━━━ Supplied material ━━━
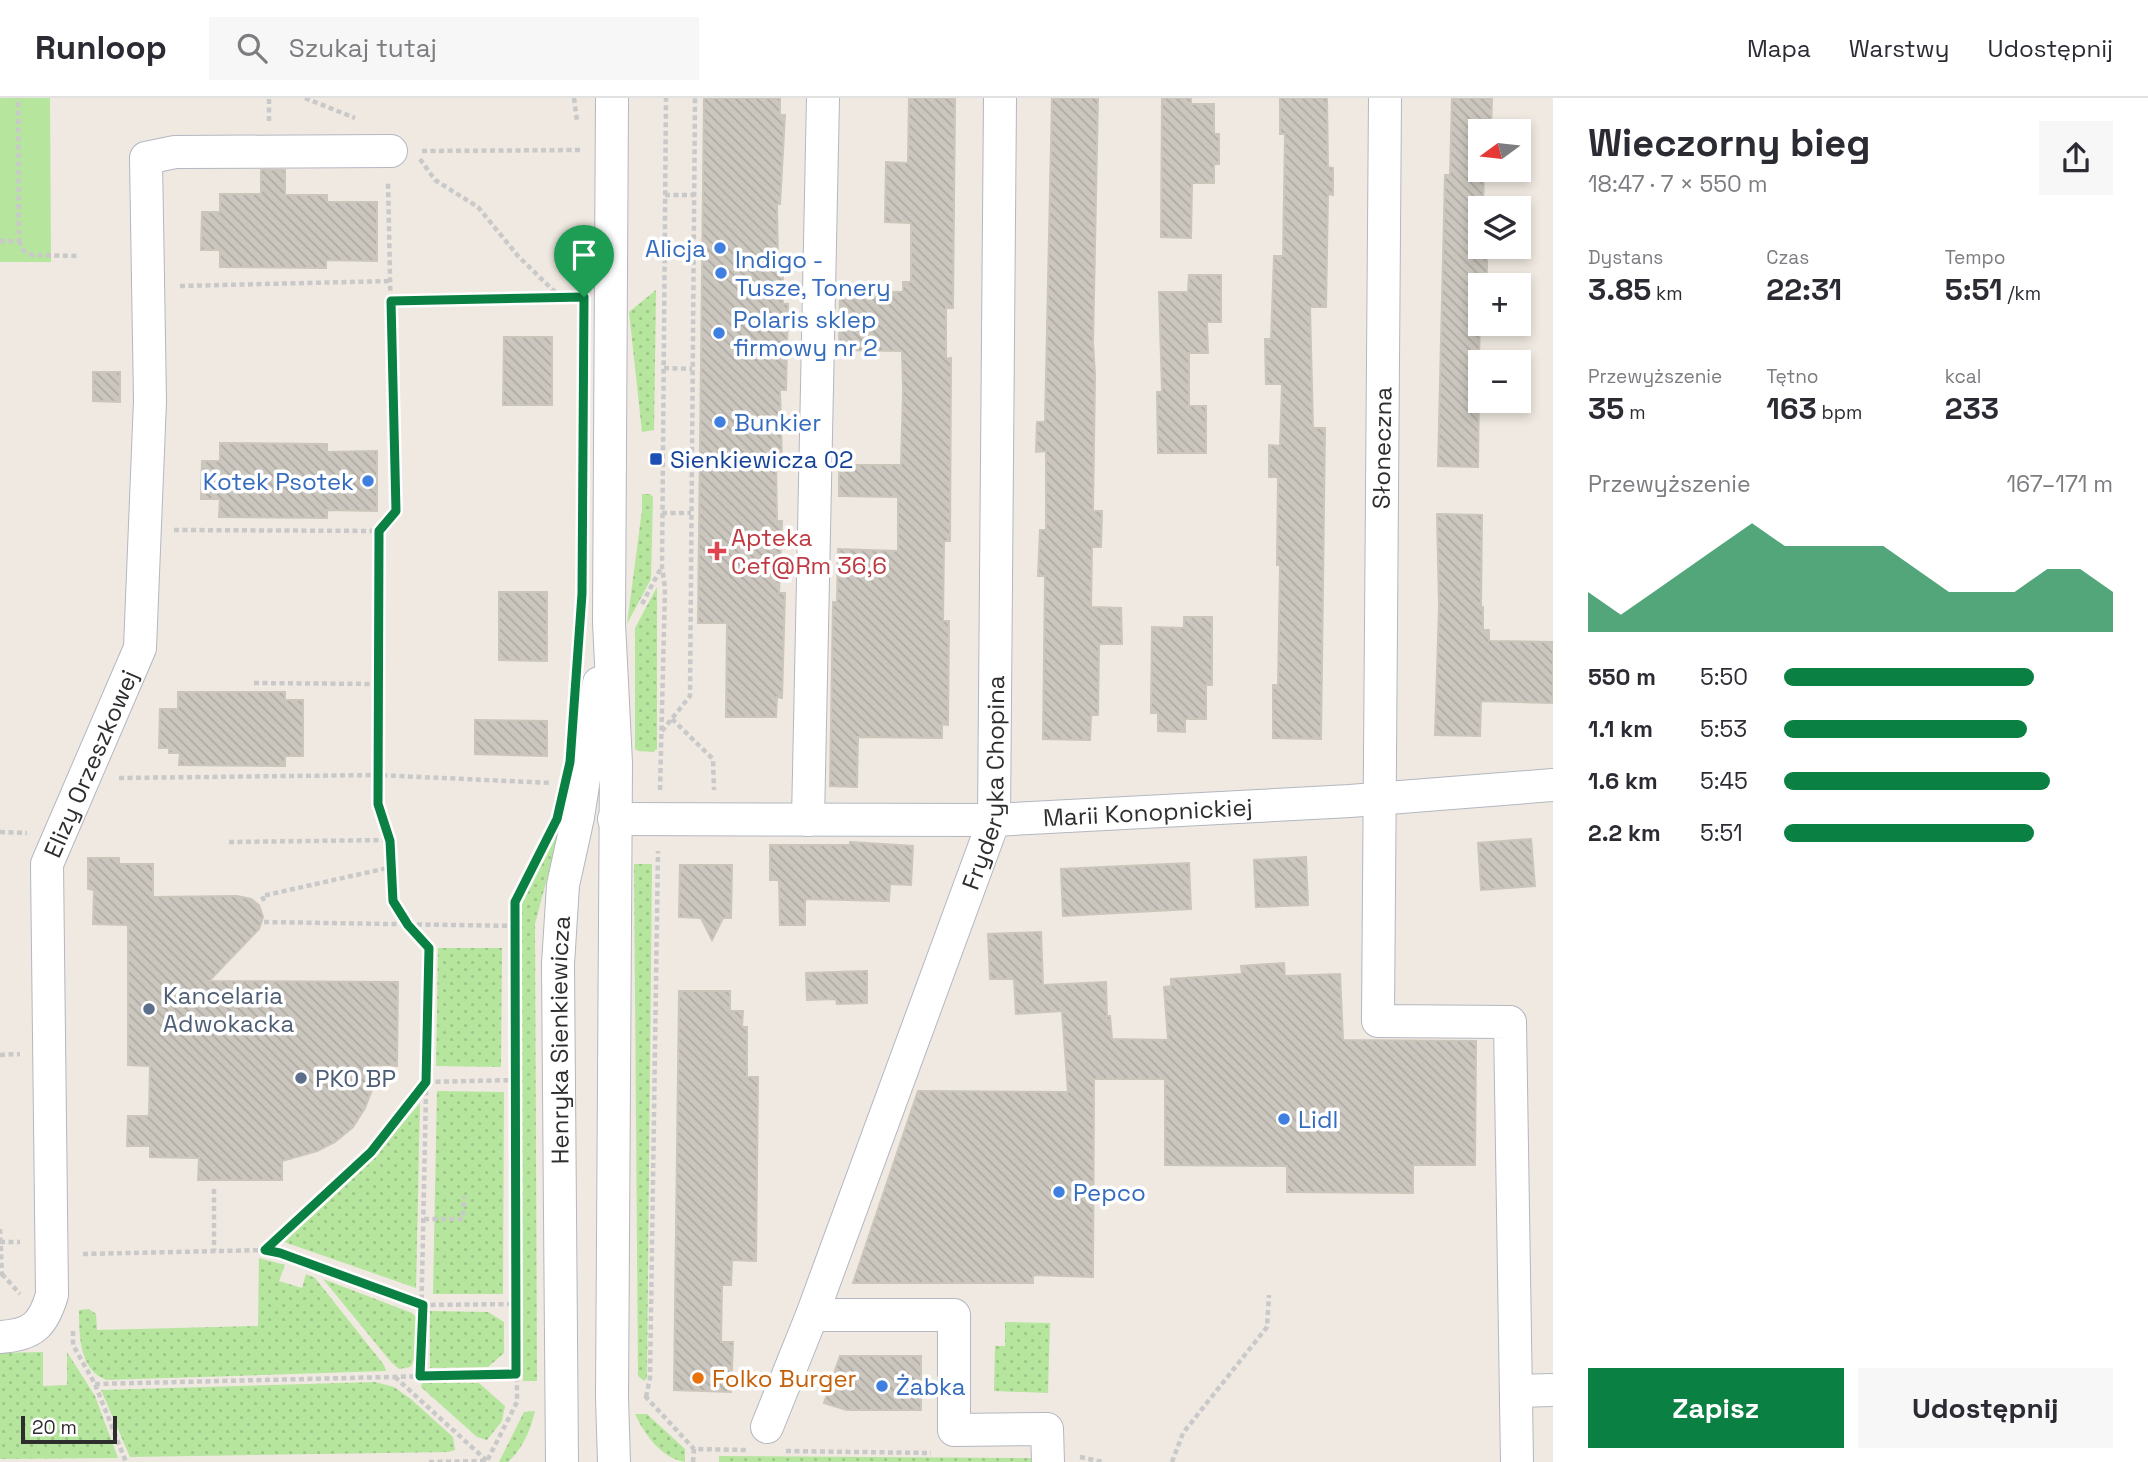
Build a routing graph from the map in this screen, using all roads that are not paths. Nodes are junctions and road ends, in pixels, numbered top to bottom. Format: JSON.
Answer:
{"nodes":[{"id":1,"x":612,"y":98,"type":"edge"},
{"id":2,"x":823,"y":98,"type":"edge"},
{"id":3,"x":1000,"y":98,"type":"edge"},
{"id":4,"x":1385,"y":98,"type":"edge"},
{"id":5,"x":389,"y":165,"type":"road end"},
{"id":6,"x":609,"y":623,"type":"junction"},
{"id":7,"x":1553,"y":785,"type":"edge"},
{"id":8,"x":1378,"y":798,"type":"junction"},
{"id":9,"x":614,"y":819,"type":"junction"},
{"id":10,"x":808,"y":820,"type":"junction"},
{"id":11,"x":995,"y":820,"type":"junction"},
{"id":12,"x":813,"y":1315,"type":"junction"},
{"id":13,"x":0,"y":1337,"type":"edge"},
{"id":14,"x":1553,"y":1390,"type":"edge"},
{"id":15,"x":1516,"y":1391,"type":"junction"},
{"id":16,"x":766,"y":1443,"type":"road end"},
{"id":17,"x":562,"y":1462,"type":"edge"},
{"id":18,"x":614,"y":1462,"type":"edge"},
{"id":19,"x":1048,"y":1462,"type":"edge"},
{"id":20,"x":1517,"y":1462,"type":"edge"}],
"edges":[{"from":1,"to":6,"type":"street","name":"Henryka Sienkiewicza"},
{"from":2,"to":10,"type":"street"},
{"from":3,"to":11,"type":"street","name":"Fryderyka Chopina"},
{"from":4,"to":8,"type":"street","name":"Słoneczna"},
{"from":5,"to":13,"type":"street","name":"Elizy Orzeszkowej"},
{"from":6,"to":9,"type":"street","name":"Henryka Sienkiewicza"},
{"from":6,"to":17,"type":"street","name":"Henryka Sienkiewicza"},
{"from":7,"to":8,"type":"street","name":"Marii Konopnickiej"},
{"from":8,"to":11,"type":"street","name":"Marii Konopnickiej"},
{"from":8,"to":15,"type":"street","name":"Słoneczna"},
{"from":9,"to":10,"type":"street","name":"Marii Konopnickiej"},
{"from":9,"to":18,"type":"street","name":"Henryka Sienkiewicza"},
{"from":10,"to":11,"type":"street","name":"Marii Konopnickiej"},
{"from":11,"to":12,"type":"street","name":"Fryderyka Chopina"},
{"from":12,"to":16,"type":"street","name":"Fryderyka Chopina"},
{"from":12,"to":19,"type":"street"},
{"from":14,"to":15,"type":"street"},
{"from":15,"to":20,"type":"street"}]}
━━━
- _Goal of the exercise_
Set down the entries again without change. Leave the pictures out.

- _Your solution_
Build a routing graph from the map in this screen, using all roads that are not paths. Nodes are junctions and road ends, in pixels, numbered top to bottom. Format: JSON.
Answer:
{"nodes":[{"id":1,"x":612,"y":98,"type":"edge"},
{"id":2,"x":823,"y":98,"type":"edge"},
{"id":3,"x":1000,"y":98,"type":"edge"},
{"id":4,"x":1385,"y":98,"type":"edge"},
{"id":5,"x":389,"y":165,"type":"road end"},
{"id":6,"x":609,"y":623,"type":"junction"},
{"id":7,"x":1553,"y":785,"type":"edge"},
{"id":8,"x":1378,"y":798,"type":"junction"},
{"id":9,"x":614,"y":819,"type":"junction"},
{"id":10,"x":808,"y":820,"type":"junction"},
{"id":11,"x":995,"y":820,"type":"junction"},
{"id":12,"x":813,"y":1315,"type":"junction"},
{"id":13,"x":0,"y":1337,"type":"edge"},
{"id":14,"x":1553,"y":1390,"type":"edge"},
{"id":15,"x":1516,"y":1391,"type":"junction"},
{"id":16,"x":766,"y":1443,"type":"road end"},
{"id":17,"x":562,"y":1462,"type":"edge"},
{"id":18,"x":614,"y":1462,"type":"edge"},
{"id":19,"x":1048,"y":1462,"type":"edge"},
{"id":20,"x":1517,"y":1462,"type":"edge"}],
"edges":[{"from":1,"to":6,"type":"street","name":"Henryka Sienkiewicza"},
{"from":2,"to":10,"type":"street"},
{"from":3,"to":11,"type":"street","name":"Fryderyka Chopina"},
{"from":4,"to":8,"type":"street","name":"Słoneczna"},
{"from":5,"to":13,"type":"street","name":"Elizy Orzeszkowej"},
{"from":6,"to":9,"type":"street","name":"Henryka Sienkiewicza"},
{"from":6,"to":17,"type":"street","name":"Henryka Sienkiewicza"},
{"from":7,"to":8,"type":"street","name":"Marii Konopnickiej"},
{"from":8,"to":11,"type":"street","name":"Marii Konopnickiej"},
{"from":8,"to":15,"type":"street","name":"Słoneczna"},
{"from":9,"to":10,"type":"street","name":"Marii Konopnickiej"},
{"from":9,"to":18,"type":"street","name":"Henryka Sienkiewicza"},
{"from":10,"to":11,"type":"street","name":"Marii Konopnickiej"},
{"from":11,"to":12,"type":"street","name":"Fryderyka Chopina"},
{"from":12,"to":16,"type":"street","name":"Fryderyka Chopina"},
{"from":12,"to":19,"type":"street"},
{"from":14,"to":15,"type":"street"},
{"from":15,"to":20,"type":"street"}]}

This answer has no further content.